* **WHAT IS BEING ASKED**: Give back exactly the first lines of the entries below, through the line with "Digitize the connectivity of every".

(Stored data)
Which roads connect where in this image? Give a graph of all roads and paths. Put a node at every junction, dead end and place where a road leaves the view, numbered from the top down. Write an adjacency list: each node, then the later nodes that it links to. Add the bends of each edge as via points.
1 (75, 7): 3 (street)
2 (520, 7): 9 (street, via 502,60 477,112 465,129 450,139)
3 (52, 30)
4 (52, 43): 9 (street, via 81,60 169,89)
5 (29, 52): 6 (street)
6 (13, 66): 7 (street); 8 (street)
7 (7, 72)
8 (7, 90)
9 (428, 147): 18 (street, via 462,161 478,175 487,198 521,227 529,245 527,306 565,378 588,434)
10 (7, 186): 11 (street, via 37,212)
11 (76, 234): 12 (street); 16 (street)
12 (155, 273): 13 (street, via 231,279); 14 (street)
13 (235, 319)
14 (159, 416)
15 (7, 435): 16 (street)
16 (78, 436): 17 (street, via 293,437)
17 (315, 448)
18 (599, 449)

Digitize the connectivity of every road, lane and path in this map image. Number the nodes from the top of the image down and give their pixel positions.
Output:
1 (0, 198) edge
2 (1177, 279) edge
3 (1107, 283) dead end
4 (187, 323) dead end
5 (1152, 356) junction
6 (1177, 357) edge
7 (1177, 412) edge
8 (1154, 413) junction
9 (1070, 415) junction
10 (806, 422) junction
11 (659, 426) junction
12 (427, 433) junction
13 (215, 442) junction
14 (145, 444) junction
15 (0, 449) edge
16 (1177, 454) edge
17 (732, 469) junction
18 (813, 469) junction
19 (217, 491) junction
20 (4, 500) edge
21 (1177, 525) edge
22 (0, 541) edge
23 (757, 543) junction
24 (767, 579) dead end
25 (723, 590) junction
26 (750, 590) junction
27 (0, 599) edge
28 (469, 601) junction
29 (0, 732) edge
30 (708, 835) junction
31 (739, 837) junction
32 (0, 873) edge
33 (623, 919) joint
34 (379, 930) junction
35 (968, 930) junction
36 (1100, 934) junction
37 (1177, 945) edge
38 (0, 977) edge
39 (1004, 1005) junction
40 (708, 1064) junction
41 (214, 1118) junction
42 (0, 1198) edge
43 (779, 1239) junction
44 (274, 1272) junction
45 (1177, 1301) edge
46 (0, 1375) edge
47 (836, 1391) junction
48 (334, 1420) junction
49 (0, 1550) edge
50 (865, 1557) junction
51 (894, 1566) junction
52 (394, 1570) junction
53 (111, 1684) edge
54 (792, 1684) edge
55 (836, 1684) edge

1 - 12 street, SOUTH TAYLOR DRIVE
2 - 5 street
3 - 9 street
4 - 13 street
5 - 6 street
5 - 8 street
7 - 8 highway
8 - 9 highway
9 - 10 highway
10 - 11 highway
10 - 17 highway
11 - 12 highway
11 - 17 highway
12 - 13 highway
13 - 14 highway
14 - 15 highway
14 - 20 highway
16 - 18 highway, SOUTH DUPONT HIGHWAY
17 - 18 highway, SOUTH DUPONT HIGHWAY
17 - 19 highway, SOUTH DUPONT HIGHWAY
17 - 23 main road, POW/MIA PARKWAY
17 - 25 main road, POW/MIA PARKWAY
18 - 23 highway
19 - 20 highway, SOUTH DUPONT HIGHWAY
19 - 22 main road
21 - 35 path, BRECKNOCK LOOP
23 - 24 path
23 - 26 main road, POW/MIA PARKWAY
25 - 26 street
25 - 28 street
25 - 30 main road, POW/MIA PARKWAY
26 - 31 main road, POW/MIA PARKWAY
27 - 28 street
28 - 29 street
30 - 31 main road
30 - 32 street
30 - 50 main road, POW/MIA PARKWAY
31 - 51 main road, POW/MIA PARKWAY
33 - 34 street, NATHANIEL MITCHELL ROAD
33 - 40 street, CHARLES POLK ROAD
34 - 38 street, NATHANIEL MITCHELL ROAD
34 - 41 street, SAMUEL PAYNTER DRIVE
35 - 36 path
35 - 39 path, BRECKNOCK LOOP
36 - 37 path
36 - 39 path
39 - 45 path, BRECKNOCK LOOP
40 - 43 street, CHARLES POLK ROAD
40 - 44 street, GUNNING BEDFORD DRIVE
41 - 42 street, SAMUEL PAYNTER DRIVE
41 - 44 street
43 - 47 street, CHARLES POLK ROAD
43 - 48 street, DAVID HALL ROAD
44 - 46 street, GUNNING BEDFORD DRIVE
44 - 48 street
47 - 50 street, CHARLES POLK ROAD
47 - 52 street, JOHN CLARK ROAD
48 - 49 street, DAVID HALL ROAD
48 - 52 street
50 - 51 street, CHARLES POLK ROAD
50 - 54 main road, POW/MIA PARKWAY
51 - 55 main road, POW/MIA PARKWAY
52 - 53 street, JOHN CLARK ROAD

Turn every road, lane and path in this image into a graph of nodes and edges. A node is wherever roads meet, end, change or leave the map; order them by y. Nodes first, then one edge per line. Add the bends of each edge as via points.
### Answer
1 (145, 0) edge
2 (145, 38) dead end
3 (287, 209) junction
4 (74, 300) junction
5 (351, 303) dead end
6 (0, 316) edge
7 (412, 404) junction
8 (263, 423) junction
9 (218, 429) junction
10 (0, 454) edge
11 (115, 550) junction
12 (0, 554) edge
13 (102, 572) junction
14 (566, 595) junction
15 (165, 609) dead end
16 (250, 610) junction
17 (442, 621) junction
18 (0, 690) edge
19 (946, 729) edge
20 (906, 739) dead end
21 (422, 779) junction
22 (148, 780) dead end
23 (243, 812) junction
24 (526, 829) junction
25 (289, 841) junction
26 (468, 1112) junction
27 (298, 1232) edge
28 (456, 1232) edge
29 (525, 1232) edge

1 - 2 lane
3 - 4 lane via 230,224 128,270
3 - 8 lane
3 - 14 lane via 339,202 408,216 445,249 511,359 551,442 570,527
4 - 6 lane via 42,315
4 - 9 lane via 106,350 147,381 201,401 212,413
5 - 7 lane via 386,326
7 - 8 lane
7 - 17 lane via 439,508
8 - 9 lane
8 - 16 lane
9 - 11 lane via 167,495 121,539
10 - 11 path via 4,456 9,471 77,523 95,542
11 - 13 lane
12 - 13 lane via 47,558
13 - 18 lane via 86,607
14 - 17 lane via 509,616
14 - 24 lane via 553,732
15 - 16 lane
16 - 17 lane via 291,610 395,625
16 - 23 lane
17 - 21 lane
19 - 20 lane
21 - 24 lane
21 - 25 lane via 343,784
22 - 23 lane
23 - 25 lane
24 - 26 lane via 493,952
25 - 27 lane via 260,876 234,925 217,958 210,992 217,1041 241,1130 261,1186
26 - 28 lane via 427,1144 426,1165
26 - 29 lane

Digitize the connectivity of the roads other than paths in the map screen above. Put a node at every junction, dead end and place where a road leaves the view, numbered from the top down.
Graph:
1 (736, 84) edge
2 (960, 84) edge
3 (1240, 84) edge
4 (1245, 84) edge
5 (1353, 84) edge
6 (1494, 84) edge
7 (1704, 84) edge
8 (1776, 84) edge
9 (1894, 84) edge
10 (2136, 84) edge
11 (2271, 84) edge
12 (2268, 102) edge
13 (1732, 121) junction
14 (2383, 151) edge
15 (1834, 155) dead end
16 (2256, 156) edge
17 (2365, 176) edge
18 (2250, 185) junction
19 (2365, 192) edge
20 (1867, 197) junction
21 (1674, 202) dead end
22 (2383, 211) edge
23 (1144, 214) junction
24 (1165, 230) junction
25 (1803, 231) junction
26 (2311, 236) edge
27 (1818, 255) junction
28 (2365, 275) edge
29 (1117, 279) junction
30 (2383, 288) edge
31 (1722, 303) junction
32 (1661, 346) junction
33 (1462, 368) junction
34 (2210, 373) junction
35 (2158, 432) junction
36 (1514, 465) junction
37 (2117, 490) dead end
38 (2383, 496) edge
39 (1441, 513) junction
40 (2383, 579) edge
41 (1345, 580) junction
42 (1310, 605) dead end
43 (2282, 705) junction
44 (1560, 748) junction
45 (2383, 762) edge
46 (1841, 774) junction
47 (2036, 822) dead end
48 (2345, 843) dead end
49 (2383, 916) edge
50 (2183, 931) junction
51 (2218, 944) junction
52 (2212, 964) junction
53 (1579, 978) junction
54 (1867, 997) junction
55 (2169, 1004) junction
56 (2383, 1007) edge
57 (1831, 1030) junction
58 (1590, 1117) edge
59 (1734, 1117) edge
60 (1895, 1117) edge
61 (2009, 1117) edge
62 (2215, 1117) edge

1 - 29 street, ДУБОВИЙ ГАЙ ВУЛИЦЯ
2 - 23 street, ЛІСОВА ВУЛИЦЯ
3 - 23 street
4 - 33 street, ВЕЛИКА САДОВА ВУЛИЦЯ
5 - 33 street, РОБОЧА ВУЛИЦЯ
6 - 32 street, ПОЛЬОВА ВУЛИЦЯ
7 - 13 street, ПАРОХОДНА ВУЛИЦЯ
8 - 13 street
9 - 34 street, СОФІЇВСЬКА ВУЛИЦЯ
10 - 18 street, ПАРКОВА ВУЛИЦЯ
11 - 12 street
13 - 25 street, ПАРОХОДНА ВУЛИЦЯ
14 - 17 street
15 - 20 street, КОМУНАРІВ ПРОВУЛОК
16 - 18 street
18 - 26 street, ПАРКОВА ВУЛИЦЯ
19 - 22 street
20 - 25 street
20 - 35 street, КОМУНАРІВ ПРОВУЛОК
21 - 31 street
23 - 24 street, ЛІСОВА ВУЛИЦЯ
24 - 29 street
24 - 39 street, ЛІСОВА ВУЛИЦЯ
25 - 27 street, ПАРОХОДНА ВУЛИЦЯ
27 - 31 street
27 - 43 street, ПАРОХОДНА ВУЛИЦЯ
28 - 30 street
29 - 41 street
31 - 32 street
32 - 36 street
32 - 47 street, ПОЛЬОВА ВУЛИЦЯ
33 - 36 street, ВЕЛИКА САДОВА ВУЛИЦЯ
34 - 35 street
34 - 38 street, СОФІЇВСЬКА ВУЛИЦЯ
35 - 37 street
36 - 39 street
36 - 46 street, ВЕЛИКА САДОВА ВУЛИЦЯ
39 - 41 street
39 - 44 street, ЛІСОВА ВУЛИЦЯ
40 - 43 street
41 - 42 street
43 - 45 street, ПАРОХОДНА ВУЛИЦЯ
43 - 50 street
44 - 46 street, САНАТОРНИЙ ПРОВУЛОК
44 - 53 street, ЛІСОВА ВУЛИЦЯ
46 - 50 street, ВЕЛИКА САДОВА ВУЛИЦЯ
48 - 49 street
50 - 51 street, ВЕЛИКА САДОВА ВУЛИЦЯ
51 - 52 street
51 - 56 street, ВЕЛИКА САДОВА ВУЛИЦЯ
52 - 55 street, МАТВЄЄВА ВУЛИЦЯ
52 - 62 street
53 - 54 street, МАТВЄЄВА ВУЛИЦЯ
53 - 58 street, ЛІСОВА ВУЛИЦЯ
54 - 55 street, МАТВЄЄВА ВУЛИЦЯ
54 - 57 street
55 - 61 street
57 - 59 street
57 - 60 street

* **RESPONSE FOR THIS EXERCISE**:
Which roads connect where in this image? Give a graph of all roads and paths. Put a node at every junction, dead end and place where a road leaves the view, numbered from the top down. Write an adjacency list: each node, then the later nodes that it links to. Add the bends of each edge as via points.
1 (75, 7): 3 (street)
2 (520, 7): 9 (street, via 502,60 477,112 465,129 450,139)
3 (52, 30)
4 (52, 43): 9 (street, via 81,60 169,89)
5 (29, 52): 6 (street)
6 (13, 66): 7 (street); 8 (street)
7 (7, 72)
8 (7, 90)
9 (428, 147): 18 (street, via 462,161 478,175 487,198 521,227 529,245 527,306 565,378 588,434)
10 (7, 186): 11 (street, via 37,212)
11 (76, 234): 12 (street); 16 (street)
12 (155, 273): 13 (street, via 231,279); 14 (street)
13 (235, 319)
14 (159, 416)
15 (7, 435): 16 (street)
16 (78, 436): 17 (street, via 293,437)
17 (315, 448)
18 (599, 449)

Digitize the connectivity of every road, lane and path in this map image. Number the nodes from the top of the image down and give their pixel positions.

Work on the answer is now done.